§ Exercise requirements
The reply should hold every record, copied exactly, and none of the pictures.

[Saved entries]
**********

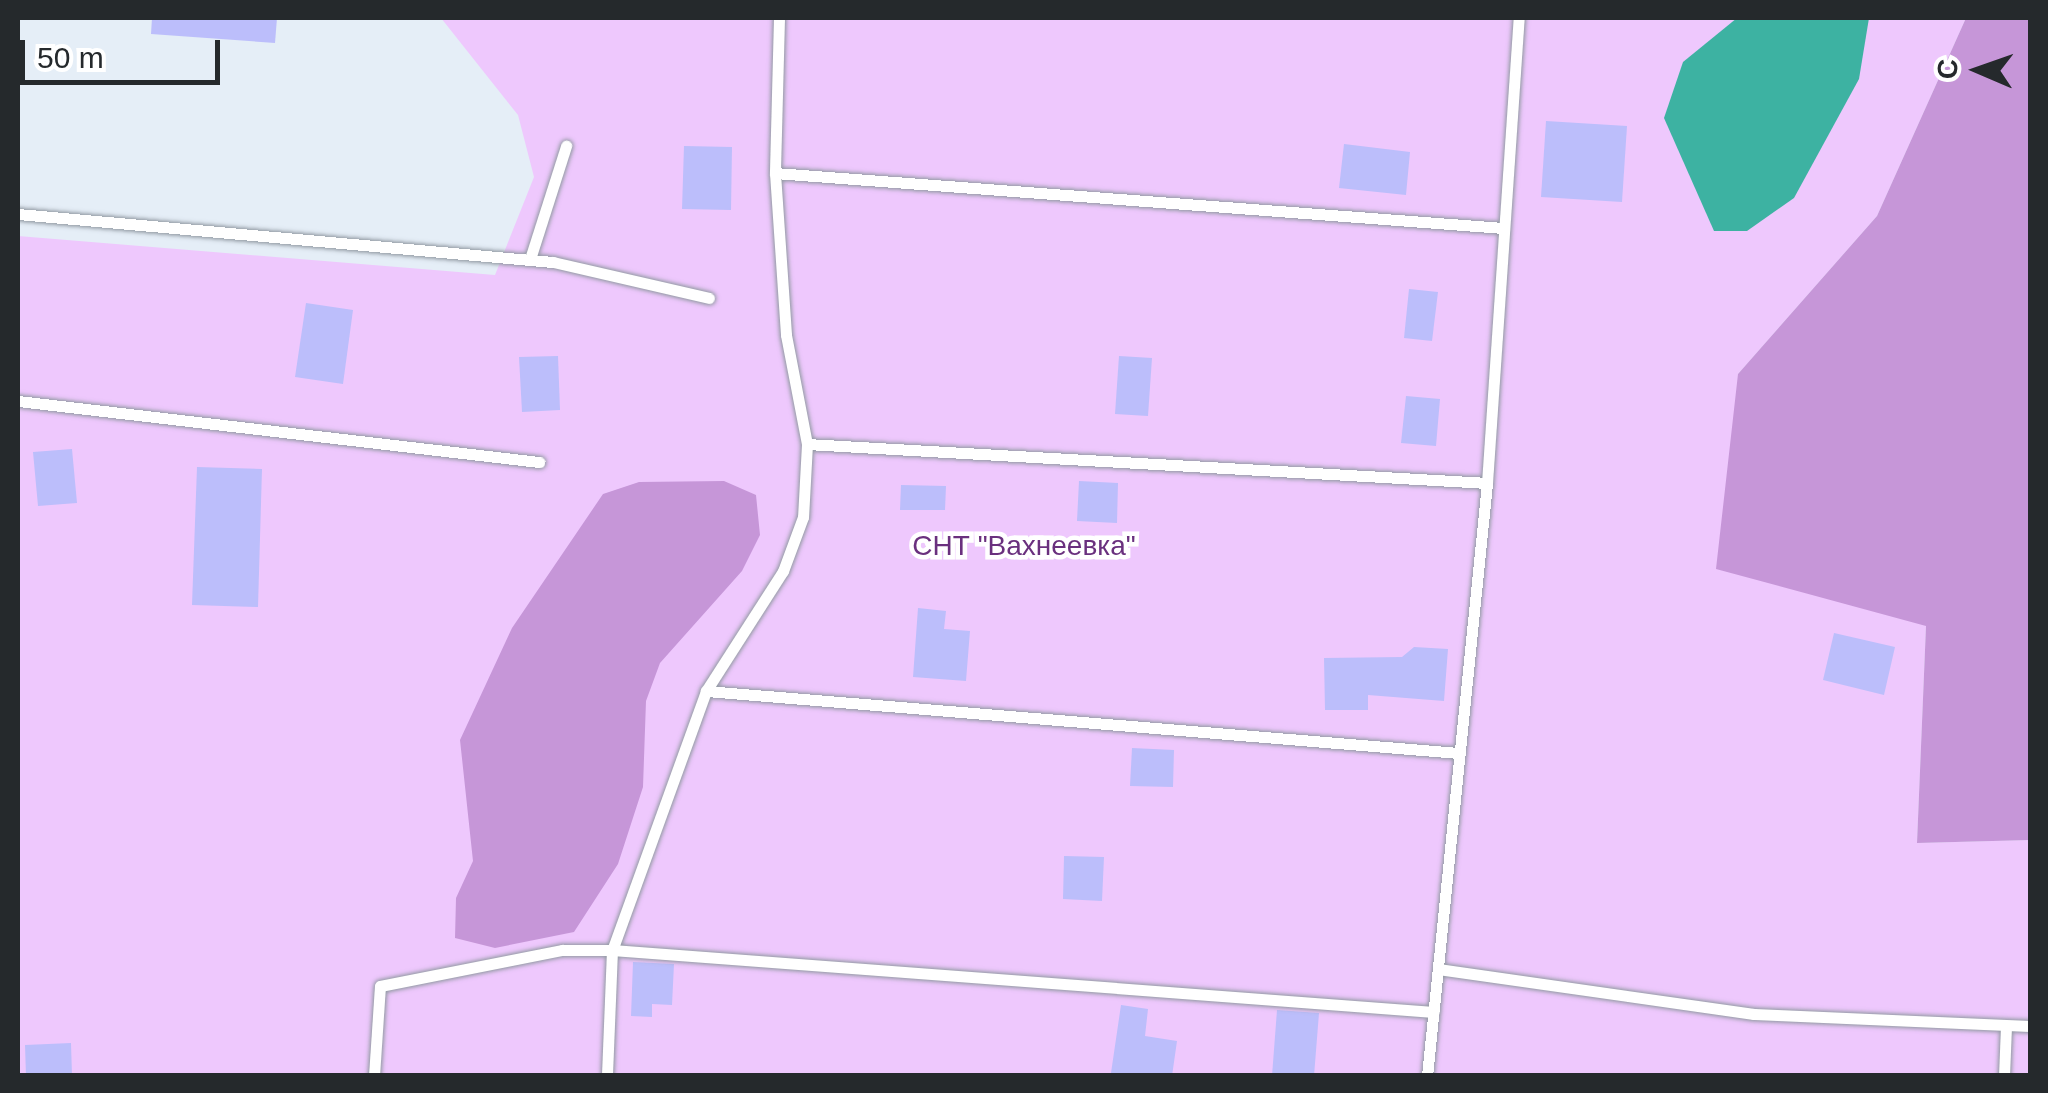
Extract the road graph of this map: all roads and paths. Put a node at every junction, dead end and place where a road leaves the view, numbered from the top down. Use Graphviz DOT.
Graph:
graph roads {
  1 [pos="779,18"];
  2 [pos="1520,18"];
  3 [pos="566,146"];
  4 [pos="775,172"];
  5 [pos="18,214"];
  6 [pos="1502,228"];
  7 [pos="530,260"];
  8 [pos="709,298"];
  9 [pos="18,402"];
  10 [pos="807,444"];
  11 [pos="539,462"];
  12 [pos="1487,483"];
  13 [pos="706,691"];
  14 [pos="1458,754"];
  15 [pos="612,950"];
  16 [pos="1438,969"];
  17 [pos="1434,1012"];
  18 [pos="2006,1026"];
  19 [pos="2030,1026"];
  20 [pos="374,1076"];
  21 [pos="607,1076"];
  22 [pos="1427,1076"];
  23 [pos="2004,1076"];
  1 -- 4 [label="lane"];
  2 -- 6 [label="lane"];
  3 -- 7 [label="lane"];
  4 -- 6 [label="lane"];
  4 -- 10 [label="lane"];
  5 -- 7 [label="lane"];
  6 -- 12 [label="lane"];
  7 -- 8 [label="lane"];
  9 -- 11 [label="lane"];
  10 -- 12 [label="lane"];
  10 -- 13 [label="lane"];
  12 -- 14 [label="lane"];
  13 -- 14 [label="lane"];
  13 -- 15 [label="lane"];
  14 -- 16 [label="lane"];
  15 -- 17 [label="lane"];
  15 -- 20 [label="lane"];
  15 -- 21 [label="lane"];
  16 -- 17 [label="lane"];
  16 -- 18 [label="lane"];
  17 -- 22 [label="lane"];
  18 -- 19 [label="lane"];
  18 -- 23 [label="lane"];
}
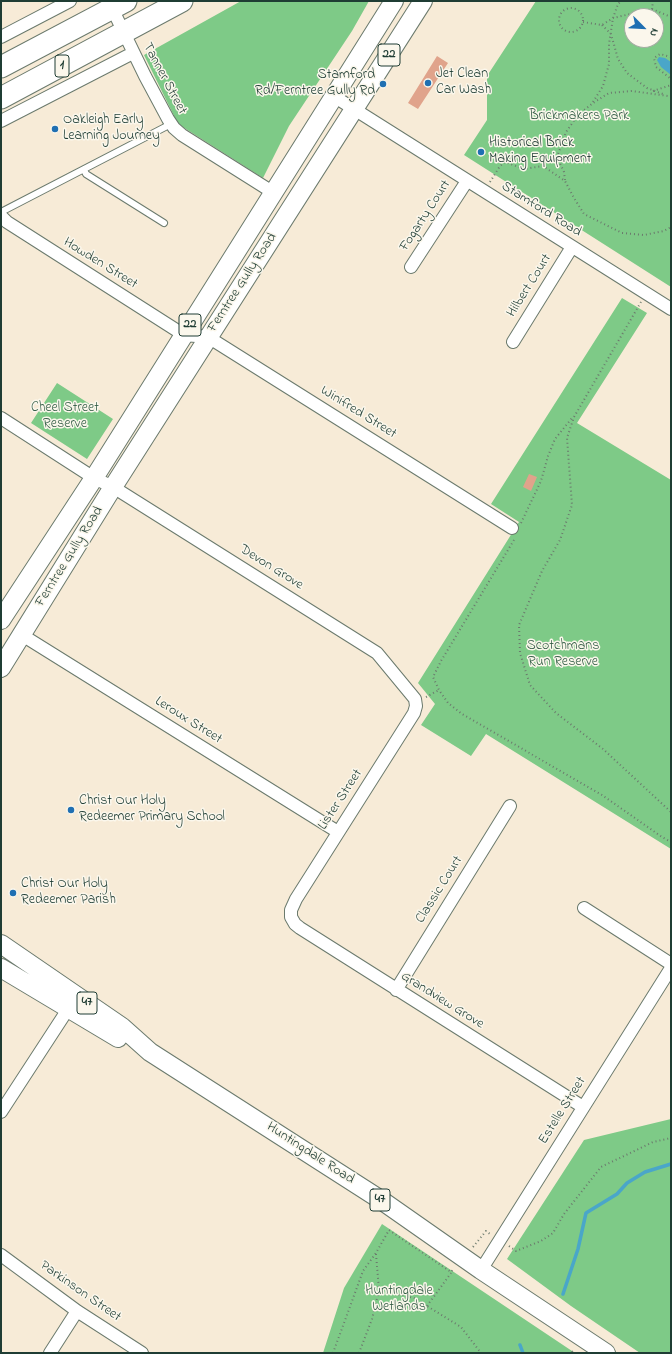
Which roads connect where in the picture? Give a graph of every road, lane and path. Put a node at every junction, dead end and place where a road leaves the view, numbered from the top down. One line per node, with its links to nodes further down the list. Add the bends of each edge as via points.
1 (70, 1): 13 (street)
2 (182, 1): 11 (highway, 1)
3 (394, 1): 20 (main road, Ferntree Gully Road / 22)
4 (423, 1): 24 (main road, Ferntree Gully Road / 22)
5 (621, 1): 8 (path)
6 (115, 4): 11 (street, Tanner Street); 16 (highway, 1)
7 (624, 15): 8 (path)
8 (613, 18): 10 (path); 12 (path)
9 (583, 22): 9 (path, via 581,13 574,8 562,11 558,19 561,27 567,32 576,31); 10 (path)
10 (602, 25): 12 (path)
11 (123, 34): 14 (street, Tanner Street); 22 (highway, 1)
12 (611, 34): 19 (path, via 618,59 627,73); 23 (path, via 609,64 603,86)
13 (1, 37)
14 (133, 53): 25 (street); 26 (street, Tanner Street)
15 (671, 57): 17 (path, via 660,54 654,58 656,67)
16 (1, 67)
17 (671, 79)
18 (671, 85): 19 (path)
19 (653, 90): 21 (path)
20 (334, 97): 24 (street, Stamford Road); 31 (main road, Ferntree Gully Road / 22)
21 (670, 97): 23 (path, via 632,91 609,93)
22 (1, 98)
23 (593, 103): 29 (path, via 578,115 566,132 557,157)
24 (354, 110): 28 (street, Stamford Road); 41 (main road, Ferntree Gully Road / 22)
25 (1, 121)
26 (171, 124): 27 (lane); 31 (street, Tanner Street, via 182,135)
27 (84, 169): 32 (lane); 34 (lane, via 86,174)
28 (467, 181): 30 (street, Stamford Road); 37 (street, Fogarty Court)
29 (565, 181): 30 (path, via 543,166 524,169 505,162); 35 (path, via 584,214 622,233 644,235)
30 (484, 192): 36 (street, Stamford Road)
31 (274, 193): 40 (main road, Ferntree Gully Road / 22)
32 (1, 212)
33 (1, 216): 40 (street, Howden Street)
34 (164, 223)
35 (671, 227)
36 (572, 247): 38 (street, Stamford Road); 42 (street, Hilbert Court)
37 (411, 267)
38 (646, 294): 39 (street, Stamford Road); 43 (path)
39 (671, 309)
40 (184, 335): 41 (street, Winifred Street); 45 (main road, Ferntree Gully Road / 22)
41 (208, 337): 46 (main road, Ferntree Gully Road / 22); 47 (street, Winifred Street)
42 (513, 342)
43 (574, 417): 47 (path, via 555,439 541,481); 53 (path, via 567,438 572,505 560,540 542,571 519,625 520,653 530,685 556,713 603,749)
44 (1, 418): 45 (street, Devon Grove)
45 (94, 478): 46 (street, Devon Grove); 48 (main road, Ferntree Gully Road / 22)
46 (113, 487): 49 (main road, Ferntree Gully Road / 22); 51 (street, Devon Grove, via 371,648)
47 (516, 530): 55 (path, via 433,677 439,690 448,704 462,714 602,796)
48 (2, 616)
49 (22, 635): 50 (main road, Ferntree Gully Road / 22); 54 (street, Leroux Street)
50 (1, 668)
51 (416, 702): 54 (street, Lister Street, via 410,720)
52 (510, 806): 63 (street, Classic Court)
53 (671, 812)
54 (338, 832): 57 (street, Lister Street, via 296,899)
55 (671, 842)
56 (584, 908): 59 (street)
57 (291, 913): 63 (street, Grandview Grove, via 300,928)
58 (1, 944): 64 (main road, Huntingdale Road / 47)
59 (671, 964)
60 (1, 968): 64 (main road, Huntingdale Road / 47)
61 (671, 968): 62 (street, Estelle Street)
62 (667, 984): 65 (street, Estelle Street)
63 (396, 990): 65 (street, Grandview Grove)
64 (72, 1002): 66 (street); 71 (main road, Huntingdale Road / 47, via 126,1042 150,1052 381,1200)
65 (583, 1107): 68 (street, Estelle Street)
66 (1, 1112)
67 (671, 1138): 68 (path, via 653,1142 601,1167 564,1214 553,1233 541,1241 516,1251)
68 (499, 1240): 71 (path, via 486,1231); 72 (street, Estelle Street)
69 (376, 1253): 73 (path, via 389,1230); 74 (path); 79 (path, via 363,1271)
70 (1, 1255): 76 (street, Parkinson Street)
71 (463, 1257): 72 (main road, Huntingdale Road / 47); 73 (path)
72 (481, 1270): 82 (main road, Huntingdale Road / 47)
73 (451, 1272): 75 (path)
74 (378, 1290): 75 (path, via 414,1298); 80 (path, via 372,1319)
75 (427, 1306): 81 (path, via 461,1327)
76 (77, 1311): 77 (street); 78 (street, Parkinson Street)
77 (50, 1353)
78 (142, 1353)
79 (333, 1353)
80 (359, 1353)
81 (481, 1353)
82 (606, 1353)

**********

§ Written answer
Extract the road graph of this map: all roads and paths. Put a node at every junction, dead end and place where a road leaves the view, numbered from the top down. Use Graphviz DOT.
Graph:
graph roads {
  1 [pos="779,18"];
  2 [pos="1520,18"];
  3 [pos="566,146"];
  4 [pos="775,172"];
  5 [pos="18,214"];
  6 [pos="1502,228"];
  7 [pos="530,260"];
  8 [pos="709,298"];
  9 [pos="18,402"];
  10 [pos="807,444"];
  11 [pos="539,462"];
  12 [pos="1487,483"];
  13 [pos="706,691"];
  14 [pos="1458,754"];
  15 [pos="612,950"];
  16 [pos="1438,969"];
  17 [pos="1434,1012"];
  18 [pos="2006,1026"];
  19 [pos="2030,1026"];
  20 [pos="374,1076"];
  21 [pos="607,1076"];
  22 [pos="1427,1076"];
  23 [pos="2004,1076"];
  1 -- 4 [label="lane"];
  2 -- 6 [label="lane"];
  3 -- 7 [label="lane"];
  4 -- 6 [label="lane"];
  4 -- 10 [label="lane"];
  5 -- 7 [label="lane"];
  6 -- 12 [label="lane"];
  7 -- 8 [label="lane"];
  9 -- 11 [label="lane"];
  10 -- 12 [label="lane"];
  10 -- 13 [label="lane"];
  12 -- 14 [label="lane"];
  13 -- 14 [label="lane"];
  13 -- 15 [label="lane"];
  14 -- 16 [label="lane"];
  15 -- 17 [label="lane"];
  15 -- 20 [label="lane"];
  15 -- 21 [label="lane"];
  16 -- 17 [label="lane"];
  16 -- 18 [label="lane"];
  17 -- 22 [label="lane"];
  18 -- 19 [label="lane"];
  18 -- 23 [label="lane"];
}
Which roads connect where in the picture? Give a graph of every road, lane and path. Put a node at every junction, dead end and place where a road leaves the view, numbered from the top down. One line per node, with its links to nodes further down the list. Add the bends of each edge as via points.
1 (70, 1): 13 (street)
2 (182, 1): 11 (highway, 1)
3 (394, 1): 20 (main road, Ferntree Gully Road / 22)
4 (423, 1): 24 (main road, Ferntree Gully Road / 22)
5 (621, 1): 8 (path)
6 (115, 4): 11 (street, Tanner Street); 16 (highway, 1)
7 (624, 15): 8 (path)
8 (613, 18): 10 (path); 12 (path)
9 (583, 22): 9 (path, via 581,13 574,8 562,11 558,19 561,27 567,32 576,31); 10 (path)
10 (602, 25): 12 (path)
11 (123, 34): 14 (street, Tanner Street); 22 (highway, 1)
12 (611, 34): 19 (path, via 618,59 627,73); 23 (path, via 609,64 603,86)
13 (1, 37)
14 (133, 53): 25 (street); 26 (street, Tanner Street)
15 (671, 57): 17 (path, via 660,54 654,58 656,67)
16 (1, 67)
17 (671, 79)
18 (671, 85): 19 (path)
19 (653, 90): 21 (path)
20 (334, 97): 24 (street, Stamford Road); 31 (main road, Ferntree Gully Road / 22)
21 (670, 97): 23 (path, via 632,91 609,93)
22 (1, 98)
23 (593, 103): 29 (path, via 578,115 566,132 557,157)
24 (354, 110): 28 (street, Stamford Road); 41 (main road, Ferntree Gully Road / 22)
25 (1, 121)
26 (171, 124): 27 (lane); 31 (street, Tanner Street, via 182,135)
27 (84, 169): 32 (lane); 34 (lane, via 86,174)
28 (467, 181): 30 (street, Stamford Road); 37 (street, Fogarty Court)
29 (565, 181): 30 (path, via 543,166 524,169 505,162); 35 (path, via 584,214 622,233 644,235)
30 (484, 192): 36 (street, Stamford Road)
31 (274, 193): 40 (main road, Ferntree Gully Road / 22)
32 (1, 212)
33 (1, 216): 40 (street, Howden Street)
34 (164, 223)
35 (671, 227)
36 (572, 247): 38 (street, Stamford Road); 42 (street, Hilbert Court)
37 (411, 267)
38 (646, 294): 39 (street, Stamford Road); 43 (path)
39 (671, 309)
40 (184, 335): 41 (street, Winifred Street); 45 (main road, Ferntree Gully Road / 22)
41 (208, 337): 46 (main road, Ferntree Gully Road / 22); 47 (street, Winifred Street)
42 (513, 342)
43 (574, 417): 47 (path, via 555,439 541,481); 53 (path, via 567,438 572,505 560,540 542,571 519,625 520,653 530,685 556,713 603,749)
44 (1, 418): 45 (street, Devon Grove)
45 (94, 478): 46 (street, Devon Grove); 48 (main road, Ferntree Gully Road / 22)
46 (113, 487): 49 (main road, Ferntree Gully Road / 22); 51 (street, Devon Grove, via 371,648)
47 (516, 530): 55 (path, via 433,677 439,690 448,704 462,714 602,796)
48 (2, 616)
49 (22, 635): 50 (main road, Ferntree Gully Road / 22); 54 (street, Leroux Street)
50 (1, 668)
51 (416, 702): 54 (street, Lister Street, via 410,720)
52 (510, 806): 63 (street, Classic Court)
53 (671, 812)
54 (338, 832): 57 (street, Lister Street, via 296,899)
55 (671, 842)
56 (584, 908): 59 (street)
57 (291, 913): 63 (street, Grandview Grove, via 300,928)
58 (1, 944): 64 (main road, Huntingdale Road / 47)
59 (671, 964)
60 (1, 968): 64 (main road, Huntingdale Road / 47)
61 (671, 968): 62 (street, Estelle Street)
62 (667, 984): 65 (street, Estelle Street)
63 (396, 990): 65 (street, Grandview Grove)
64 (72, 1002): 66 (street); 71 (main road, Huntingdale Road / 47, via 126,1042 150,1052 381,1200)
65 (583, 1107): 68 (street, Estelle Street)
66 (1, 1112)
67 (671, 1138): 68 (path, via 653,1142 601,1167 564,1214 553,1233 541,1241 516,1251)
68 (499, 1240): 71 (path, via 486,1231); 72 (street, Estelle Street)
69 (376, 1253): 73 (path, via 389,1230); 74 (path); 79 (path, via 363,1271)
70 (1, 1255): 76 (street, Parkinson Street)
71 (463, 1257): 72 (main road, Huntingdale Road / 47); 73 (path)
72 (481, 1270): 82 (main road, Huntingdale Road / 47)
73 (451, 1272): 75 (path)
74 (378, 1290): 75 (path, via 414,1298); 80 (path, via 372,1319)
75 (427, 1306): 81 (path, via 461,1327)
76 (77, 1311): 77 (street); 78 (street, Parkinson Street)
77 (50, 1353)
78 (142, 1353)
79 (333, 1353)
80 (359, 1353)
81 (481, 1353)
82 (606, 1353)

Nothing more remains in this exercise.